## WHAT IS BEING ASKED
In the data below, which lines hold "dead"? Copy every one.

## SOURCE INFORMATION
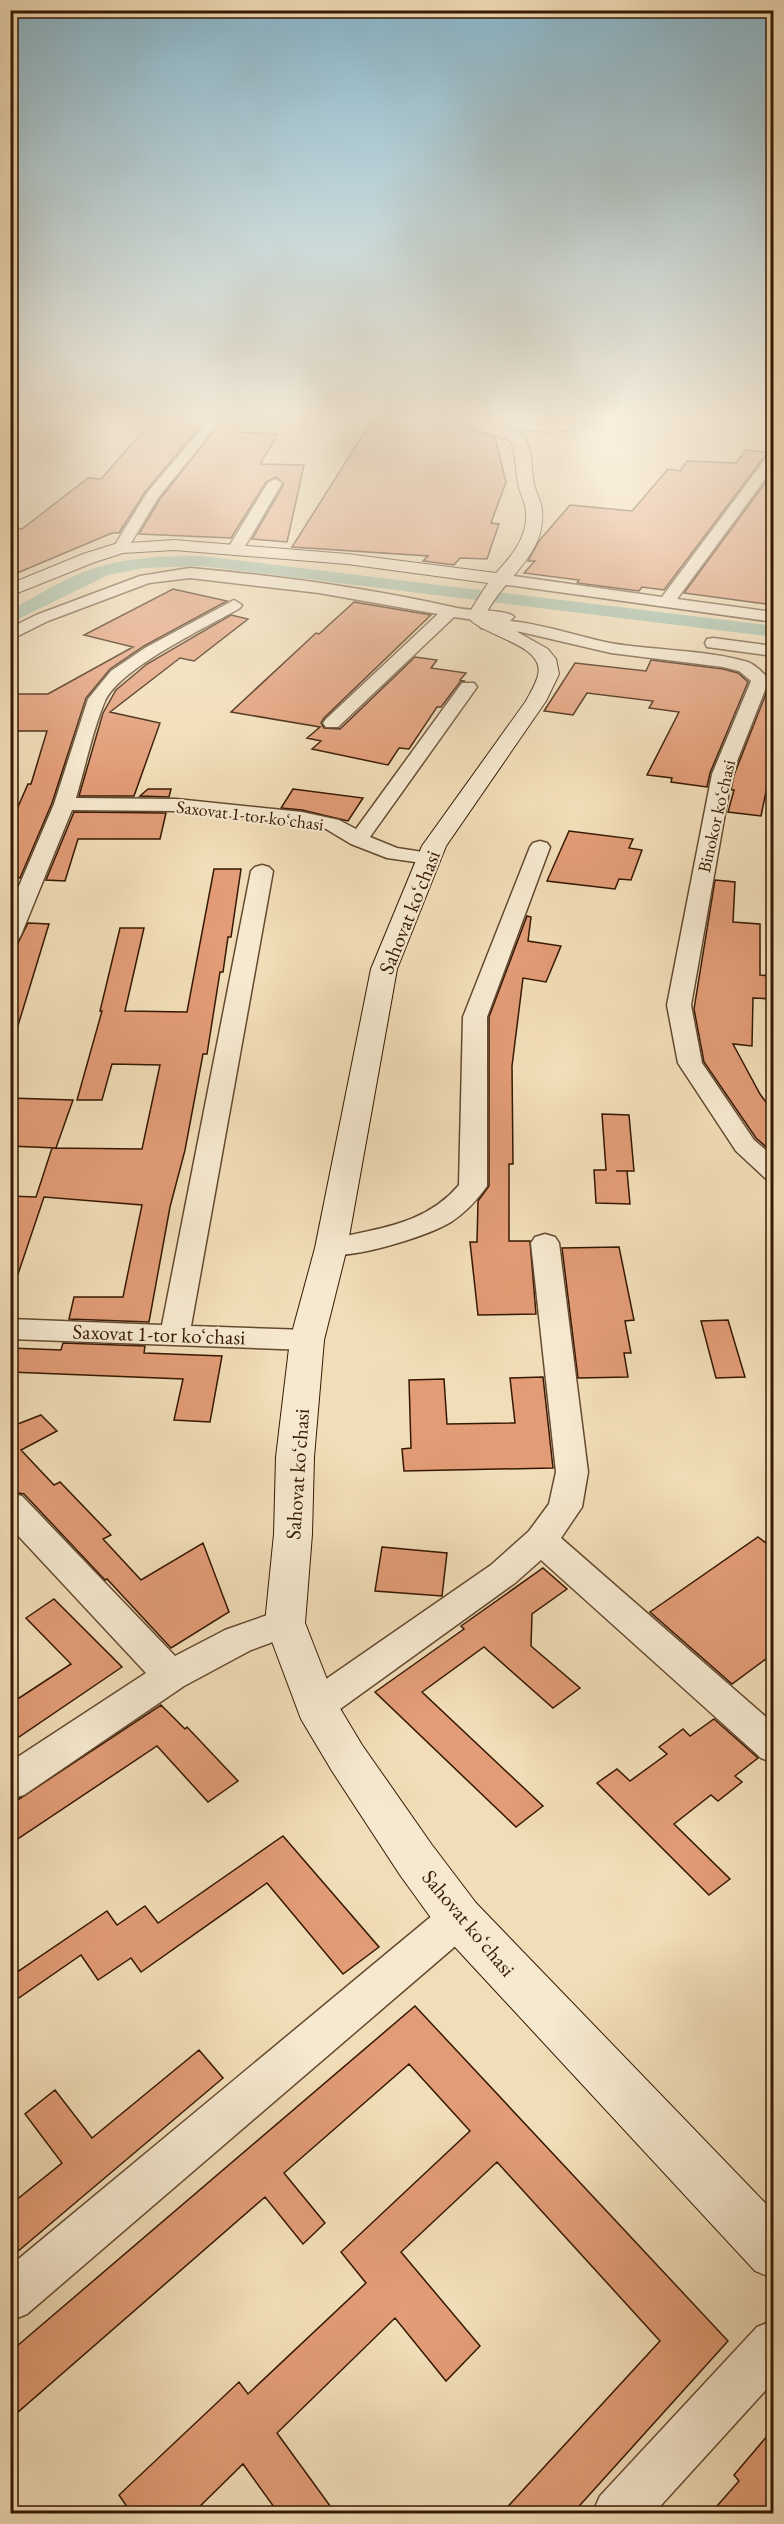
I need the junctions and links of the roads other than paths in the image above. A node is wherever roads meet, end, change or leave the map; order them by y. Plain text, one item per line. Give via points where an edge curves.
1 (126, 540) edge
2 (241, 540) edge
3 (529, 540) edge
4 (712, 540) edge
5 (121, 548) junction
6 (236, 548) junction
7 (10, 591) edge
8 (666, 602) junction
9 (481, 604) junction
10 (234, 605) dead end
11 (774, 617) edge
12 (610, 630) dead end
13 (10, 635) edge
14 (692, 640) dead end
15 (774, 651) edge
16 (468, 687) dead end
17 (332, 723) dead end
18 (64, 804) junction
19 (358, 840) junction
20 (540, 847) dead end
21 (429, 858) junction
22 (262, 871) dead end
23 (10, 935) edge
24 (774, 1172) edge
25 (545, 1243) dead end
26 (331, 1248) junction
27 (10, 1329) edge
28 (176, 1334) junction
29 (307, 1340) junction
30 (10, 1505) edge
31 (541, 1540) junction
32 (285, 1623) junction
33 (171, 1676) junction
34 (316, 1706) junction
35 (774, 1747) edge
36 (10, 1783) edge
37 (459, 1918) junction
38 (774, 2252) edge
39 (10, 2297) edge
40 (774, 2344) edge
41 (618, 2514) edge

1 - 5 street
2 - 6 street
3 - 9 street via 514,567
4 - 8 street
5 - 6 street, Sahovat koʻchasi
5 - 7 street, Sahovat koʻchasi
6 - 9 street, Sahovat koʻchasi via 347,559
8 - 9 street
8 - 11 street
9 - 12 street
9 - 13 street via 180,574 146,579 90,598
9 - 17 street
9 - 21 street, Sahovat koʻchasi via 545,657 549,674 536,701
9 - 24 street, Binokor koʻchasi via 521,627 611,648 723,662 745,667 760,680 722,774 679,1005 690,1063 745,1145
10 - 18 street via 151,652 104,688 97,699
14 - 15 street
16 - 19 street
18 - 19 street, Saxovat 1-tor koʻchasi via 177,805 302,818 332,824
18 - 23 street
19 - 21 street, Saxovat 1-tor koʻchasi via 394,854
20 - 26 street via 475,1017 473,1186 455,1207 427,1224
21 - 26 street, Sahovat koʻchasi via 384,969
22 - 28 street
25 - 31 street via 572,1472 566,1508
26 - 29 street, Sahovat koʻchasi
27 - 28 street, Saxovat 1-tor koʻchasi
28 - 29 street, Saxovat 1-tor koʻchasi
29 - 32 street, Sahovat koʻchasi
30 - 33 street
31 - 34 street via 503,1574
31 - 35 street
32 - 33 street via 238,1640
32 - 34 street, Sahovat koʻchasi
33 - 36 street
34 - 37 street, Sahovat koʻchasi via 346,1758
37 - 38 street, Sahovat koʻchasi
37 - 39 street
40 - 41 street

## WRITTEN RESPONSE
10 (234, 605) dead end
12 (610, 630) dead end
14 (692, 640) dead end
16 (468, 687) dead end
17 (332, 723) dead end
20 (540, 847) dead end
22 (262, 871) dead end
25 (545, 1243) dead end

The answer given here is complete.